--- Available records ---
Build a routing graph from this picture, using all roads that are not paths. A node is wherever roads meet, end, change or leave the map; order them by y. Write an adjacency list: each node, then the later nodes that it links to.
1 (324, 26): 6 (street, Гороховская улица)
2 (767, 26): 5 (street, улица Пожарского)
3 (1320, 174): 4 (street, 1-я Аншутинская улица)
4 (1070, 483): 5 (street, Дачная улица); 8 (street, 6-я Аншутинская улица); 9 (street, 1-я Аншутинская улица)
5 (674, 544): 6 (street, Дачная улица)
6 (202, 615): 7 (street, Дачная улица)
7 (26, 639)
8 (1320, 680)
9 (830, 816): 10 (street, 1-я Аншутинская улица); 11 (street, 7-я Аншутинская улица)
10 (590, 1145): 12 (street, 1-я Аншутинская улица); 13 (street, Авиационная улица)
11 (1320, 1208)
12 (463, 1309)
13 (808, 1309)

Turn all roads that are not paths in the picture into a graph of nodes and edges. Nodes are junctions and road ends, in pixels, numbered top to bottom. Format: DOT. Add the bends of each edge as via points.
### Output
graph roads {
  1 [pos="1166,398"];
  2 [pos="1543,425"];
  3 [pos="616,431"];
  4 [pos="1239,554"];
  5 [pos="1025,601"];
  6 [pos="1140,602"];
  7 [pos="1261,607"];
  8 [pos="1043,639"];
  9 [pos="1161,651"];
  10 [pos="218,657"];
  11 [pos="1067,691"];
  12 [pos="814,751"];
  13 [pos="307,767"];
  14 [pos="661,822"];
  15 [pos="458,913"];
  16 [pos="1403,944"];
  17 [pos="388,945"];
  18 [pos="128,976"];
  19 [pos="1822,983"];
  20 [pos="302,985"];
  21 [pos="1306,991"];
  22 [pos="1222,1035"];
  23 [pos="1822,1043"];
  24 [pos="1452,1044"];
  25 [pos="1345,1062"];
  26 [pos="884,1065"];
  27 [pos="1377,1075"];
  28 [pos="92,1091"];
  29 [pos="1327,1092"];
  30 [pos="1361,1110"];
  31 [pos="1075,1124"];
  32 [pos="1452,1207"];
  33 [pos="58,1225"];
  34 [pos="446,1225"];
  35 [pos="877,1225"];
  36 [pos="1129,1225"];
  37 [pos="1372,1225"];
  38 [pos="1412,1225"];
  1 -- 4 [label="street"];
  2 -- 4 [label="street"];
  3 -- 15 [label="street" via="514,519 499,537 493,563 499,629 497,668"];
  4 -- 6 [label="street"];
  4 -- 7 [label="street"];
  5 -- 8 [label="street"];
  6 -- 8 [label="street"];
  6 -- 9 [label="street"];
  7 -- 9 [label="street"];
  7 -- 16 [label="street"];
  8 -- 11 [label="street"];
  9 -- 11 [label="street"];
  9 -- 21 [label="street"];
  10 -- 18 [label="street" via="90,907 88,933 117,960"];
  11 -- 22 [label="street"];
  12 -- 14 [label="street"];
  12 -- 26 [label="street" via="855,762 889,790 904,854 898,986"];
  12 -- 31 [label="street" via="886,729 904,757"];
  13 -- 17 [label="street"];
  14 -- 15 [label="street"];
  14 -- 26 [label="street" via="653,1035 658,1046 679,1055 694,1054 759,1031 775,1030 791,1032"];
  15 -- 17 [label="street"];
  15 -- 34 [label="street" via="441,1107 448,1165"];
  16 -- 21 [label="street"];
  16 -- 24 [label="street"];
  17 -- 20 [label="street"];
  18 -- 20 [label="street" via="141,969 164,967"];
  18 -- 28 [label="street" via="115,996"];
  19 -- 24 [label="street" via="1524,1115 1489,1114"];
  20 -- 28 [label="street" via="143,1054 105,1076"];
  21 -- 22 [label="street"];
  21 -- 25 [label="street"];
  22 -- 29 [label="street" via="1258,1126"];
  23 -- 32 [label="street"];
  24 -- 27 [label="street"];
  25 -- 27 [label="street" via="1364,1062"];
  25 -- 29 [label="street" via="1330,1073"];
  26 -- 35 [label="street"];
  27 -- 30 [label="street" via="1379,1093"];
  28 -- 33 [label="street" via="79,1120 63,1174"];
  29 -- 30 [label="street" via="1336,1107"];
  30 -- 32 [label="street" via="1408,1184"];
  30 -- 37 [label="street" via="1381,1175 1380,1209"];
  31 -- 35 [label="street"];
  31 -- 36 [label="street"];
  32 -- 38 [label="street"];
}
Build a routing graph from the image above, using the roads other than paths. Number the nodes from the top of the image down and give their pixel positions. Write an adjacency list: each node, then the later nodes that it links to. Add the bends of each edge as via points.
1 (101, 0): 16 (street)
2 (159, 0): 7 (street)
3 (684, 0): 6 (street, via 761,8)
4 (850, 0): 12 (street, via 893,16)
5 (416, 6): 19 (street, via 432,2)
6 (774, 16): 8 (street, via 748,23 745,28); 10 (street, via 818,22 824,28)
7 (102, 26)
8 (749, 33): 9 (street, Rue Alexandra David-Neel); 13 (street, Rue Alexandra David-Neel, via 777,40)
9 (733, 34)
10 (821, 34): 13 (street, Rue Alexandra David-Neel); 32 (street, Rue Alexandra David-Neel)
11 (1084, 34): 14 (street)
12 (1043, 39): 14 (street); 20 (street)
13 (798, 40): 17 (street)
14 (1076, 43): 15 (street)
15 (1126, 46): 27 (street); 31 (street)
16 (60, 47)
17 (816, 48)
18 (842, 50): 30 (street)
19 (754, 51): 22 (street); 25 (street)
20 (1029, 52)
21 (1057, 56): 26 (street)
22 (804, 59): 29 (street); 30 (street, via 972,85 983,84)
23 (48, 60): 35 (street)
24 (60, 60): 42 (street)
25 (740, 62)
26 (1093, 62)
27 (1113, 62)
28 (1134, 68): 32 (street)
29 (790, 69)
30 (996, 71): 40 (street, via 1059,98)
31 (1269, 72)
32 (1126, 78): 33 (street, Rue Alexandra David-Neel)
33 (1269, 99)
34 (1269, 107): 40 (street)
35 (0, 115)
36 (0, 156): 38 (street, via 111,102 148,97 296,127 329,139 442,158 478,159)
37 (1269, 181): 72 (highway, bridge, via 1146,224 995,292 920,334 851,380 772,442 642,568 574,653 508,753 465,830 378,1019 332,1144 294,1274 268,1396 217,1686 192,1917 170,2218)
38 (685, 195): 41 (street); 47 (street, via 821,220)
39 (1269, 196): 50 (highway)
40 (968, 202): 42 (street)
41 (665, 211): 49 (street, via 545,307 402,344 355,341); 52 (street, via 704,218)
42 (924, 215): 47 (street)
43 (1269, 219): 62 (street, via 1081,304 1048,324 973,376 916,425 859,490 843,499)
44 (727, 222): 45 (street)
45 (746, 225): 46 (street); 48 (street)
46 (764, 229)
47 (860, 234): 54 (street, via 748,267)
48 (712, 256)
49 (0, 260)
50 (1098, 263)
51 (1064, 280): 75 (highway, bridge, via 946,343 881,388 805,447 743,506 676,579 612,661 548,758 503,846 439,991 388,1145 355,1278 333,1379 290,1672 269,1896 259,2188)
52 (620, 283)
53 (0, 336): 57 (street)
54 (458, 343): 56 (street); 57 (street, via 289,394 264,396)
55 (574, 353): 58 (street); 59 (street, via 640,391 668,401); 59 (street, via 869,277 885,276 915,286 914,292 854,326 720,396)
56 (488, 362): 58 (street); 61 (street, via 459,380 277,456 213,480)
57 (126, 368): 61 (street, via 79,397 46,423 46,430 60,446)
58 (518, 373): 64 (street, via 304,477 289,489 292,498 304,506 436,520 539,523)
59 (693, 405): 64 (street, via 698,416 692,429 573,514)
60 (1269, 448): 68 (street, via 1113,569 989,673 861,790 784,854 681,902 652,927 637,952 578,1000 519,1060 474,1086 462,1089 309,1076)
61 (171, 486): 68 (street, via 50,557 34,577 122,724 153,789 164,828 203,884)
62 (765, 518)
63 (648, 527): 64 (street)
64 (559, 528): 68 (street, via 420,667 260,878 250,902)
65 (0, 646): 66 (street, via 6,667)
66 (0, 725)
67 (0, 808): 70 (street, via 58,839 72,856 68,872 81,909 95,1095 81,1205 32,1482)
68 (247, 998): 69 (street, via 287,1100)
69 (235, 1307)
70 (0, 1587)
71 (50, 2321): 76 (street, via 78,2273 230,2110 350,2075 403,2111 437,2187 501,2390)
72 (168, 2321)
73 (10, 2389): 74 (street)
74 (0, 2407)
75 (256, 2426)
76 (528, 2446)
---
If a line of the data above contains "points", copy it out.

Turn all roads that are not paths in the picture into a graph of nodes and edges. Nodes are junctions and road ends, in pixels, numbered top to bottom. Format: DOT. Add the bends of each edge as via points.
Build a routing graph from the image above, using the roads other than paths. Number the nodes from the top of the image down and give their pixel positions. Write an adjacency list: each node, then the later nodes that it links to. Add the bends of each edge as via points.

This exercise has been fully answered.